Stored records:
[Start of section]

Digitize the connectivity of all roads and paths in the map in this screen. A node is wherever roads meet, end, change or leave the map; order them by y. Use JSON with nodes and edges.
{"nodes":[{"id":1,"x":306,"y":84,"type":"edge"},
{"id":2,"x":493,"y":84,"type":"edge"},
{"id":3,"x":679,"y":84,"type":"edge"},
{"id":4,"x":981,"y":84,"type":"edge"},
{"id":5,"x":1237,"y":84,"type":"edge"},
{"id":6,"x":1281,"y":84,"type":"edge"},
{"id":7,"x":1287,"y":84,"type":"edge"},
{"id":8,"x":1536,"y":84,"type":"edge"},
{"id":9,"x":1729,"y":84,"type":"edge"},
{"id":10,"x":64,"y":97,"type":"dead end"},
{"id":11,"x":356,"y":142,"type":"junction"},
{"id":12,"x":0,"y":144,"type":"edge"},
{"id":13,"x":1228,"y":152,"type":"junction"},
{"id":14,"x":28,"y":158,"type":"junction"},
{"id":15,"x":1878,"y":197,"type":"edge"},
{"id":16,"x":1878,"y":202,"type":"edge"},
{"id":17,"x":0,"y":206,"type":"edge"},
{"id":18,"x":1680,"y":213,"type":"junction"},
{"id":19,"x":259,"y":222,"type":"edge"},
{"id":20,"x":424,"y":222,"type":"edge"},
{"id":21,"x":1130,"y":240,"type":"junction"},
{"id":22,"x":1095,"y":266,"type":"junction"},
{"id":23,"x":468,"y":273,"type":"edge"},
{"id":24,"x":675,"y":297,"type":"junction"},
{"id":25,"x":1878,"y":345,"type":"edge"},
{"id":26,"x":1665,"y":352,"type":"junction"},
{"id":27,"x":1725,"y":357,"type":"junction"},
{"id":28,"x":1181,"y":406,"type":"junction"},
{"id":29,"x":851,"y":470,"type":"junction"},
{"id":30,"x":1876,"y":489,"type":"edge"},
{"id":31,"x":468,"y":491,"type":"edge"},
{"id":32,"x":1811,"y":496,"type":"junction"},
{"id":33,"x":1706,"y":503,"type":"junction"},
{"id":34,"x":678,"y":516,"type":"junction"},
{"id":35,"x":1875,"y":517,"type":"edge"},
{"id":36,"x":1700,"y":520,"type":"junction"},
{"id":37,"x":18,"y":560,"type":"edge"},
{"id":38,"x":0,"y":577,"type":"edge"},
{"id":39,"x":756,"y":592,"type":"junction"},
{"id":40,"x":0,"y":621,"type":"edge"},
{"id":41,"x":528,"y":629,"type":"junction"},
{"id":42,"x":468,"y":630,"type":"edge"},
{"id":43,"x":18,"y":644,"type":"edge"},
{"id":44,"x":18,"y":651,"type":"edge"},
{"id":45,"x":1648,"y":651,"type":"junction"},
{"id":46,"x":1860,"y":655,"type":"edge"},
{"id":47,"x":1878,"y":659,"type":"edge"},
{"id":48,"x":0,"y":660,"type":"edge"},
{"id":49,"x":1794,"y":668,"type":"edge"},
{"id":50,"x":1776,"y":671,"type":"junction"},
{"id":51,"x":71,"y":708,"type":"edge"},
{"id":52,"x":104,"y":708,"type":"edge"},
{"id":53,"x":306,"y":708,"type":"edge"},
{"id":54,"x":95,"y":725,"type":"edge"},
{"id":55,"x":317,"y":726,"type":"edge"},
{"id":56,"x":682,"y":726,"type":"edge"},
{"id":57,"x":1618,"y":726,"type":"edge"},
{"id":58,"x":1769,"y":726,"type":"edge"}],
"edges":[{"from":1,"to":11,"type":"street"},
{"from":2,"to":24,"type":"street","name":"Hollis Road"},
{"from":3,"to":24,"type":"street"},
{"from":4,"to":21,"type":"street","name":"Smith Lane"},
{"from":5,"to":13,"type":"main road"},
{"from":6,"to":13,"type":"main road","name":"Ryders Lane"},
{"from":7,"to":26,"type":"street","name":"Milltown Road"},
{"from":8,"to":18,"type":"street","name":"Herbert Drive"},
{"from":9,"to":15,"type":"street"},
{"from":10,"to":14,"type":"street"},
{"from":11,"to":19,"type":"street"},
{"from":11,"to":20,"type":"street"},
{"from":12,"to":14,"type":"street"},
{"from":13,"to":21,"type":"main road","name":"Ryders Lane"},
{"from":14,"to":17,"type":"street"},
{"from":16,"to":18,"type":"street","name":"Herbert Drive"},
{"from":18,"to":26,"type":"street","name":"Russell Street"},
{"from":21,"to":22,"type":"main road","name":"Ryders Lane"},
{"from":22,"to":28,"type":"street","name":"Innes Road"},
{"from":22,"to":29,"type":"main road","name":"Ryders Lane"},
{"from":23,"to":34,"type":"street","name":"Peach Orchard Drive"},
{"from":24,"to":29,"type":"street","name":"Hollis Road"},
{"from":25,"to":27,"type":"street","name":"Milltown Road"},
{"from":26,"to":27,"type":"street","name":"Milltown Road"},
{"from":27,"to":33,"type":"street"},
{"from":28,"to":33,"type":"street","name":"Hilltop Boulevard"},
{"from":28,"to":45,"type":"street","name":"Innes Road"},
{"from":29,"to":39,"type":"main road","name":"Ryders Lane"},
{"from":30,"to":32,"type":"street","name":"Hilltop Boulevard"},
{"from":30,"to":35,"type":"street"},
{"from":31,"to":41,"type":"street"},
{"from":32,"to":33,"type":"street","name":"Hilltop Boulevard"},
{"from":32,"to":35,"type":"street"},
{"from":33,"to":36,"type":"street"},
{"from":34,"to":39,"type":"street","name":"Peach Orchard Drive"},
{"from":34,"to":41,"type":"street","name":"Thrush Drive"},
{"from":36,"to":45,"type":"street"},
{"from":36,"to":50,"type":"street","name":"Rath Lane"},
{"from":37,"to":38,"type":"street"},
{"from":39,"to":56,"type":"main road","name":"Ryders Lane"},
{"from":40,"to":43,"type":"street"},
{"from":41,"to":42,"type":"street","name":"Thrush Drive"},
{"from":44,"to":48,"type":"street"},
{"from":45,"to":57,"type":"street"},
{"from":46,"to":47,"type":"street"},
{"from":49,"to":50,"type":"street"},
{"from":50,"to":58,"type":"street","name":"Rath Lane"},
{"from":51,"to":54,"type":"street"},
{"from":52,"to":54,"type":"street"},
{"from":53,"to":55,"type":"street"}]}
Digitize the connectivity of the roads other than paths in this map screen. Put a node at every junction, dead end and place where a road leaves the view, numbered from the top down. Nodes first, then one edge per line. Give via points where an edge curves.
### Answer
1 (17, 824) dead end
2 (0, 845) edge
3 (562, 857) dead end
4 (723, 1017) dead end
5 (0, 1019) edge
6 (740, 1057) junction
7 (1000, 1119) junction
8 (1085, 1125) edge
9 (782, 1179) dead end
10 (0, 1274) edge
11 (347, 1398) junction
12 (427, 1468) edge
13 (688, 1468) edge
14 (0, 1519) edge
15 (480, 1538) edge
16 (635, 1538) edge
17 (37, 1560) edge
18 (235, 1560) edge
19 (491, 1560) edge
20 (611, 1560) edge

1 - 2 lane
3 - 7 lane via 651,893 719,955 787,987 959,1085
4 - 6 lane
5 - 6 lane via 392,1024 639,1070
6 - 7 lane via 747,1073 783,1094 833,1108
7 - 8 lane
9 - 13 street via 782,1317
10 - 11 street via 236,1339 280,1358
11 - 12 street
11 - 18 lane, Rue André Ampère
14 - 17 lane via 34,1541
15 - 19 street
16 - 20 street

[End of section]

- **What this task involves**:
Tally of lines with the word "Hilltop": work out how many lines in the records hold it, and give that number only.

- **Written answer**:
3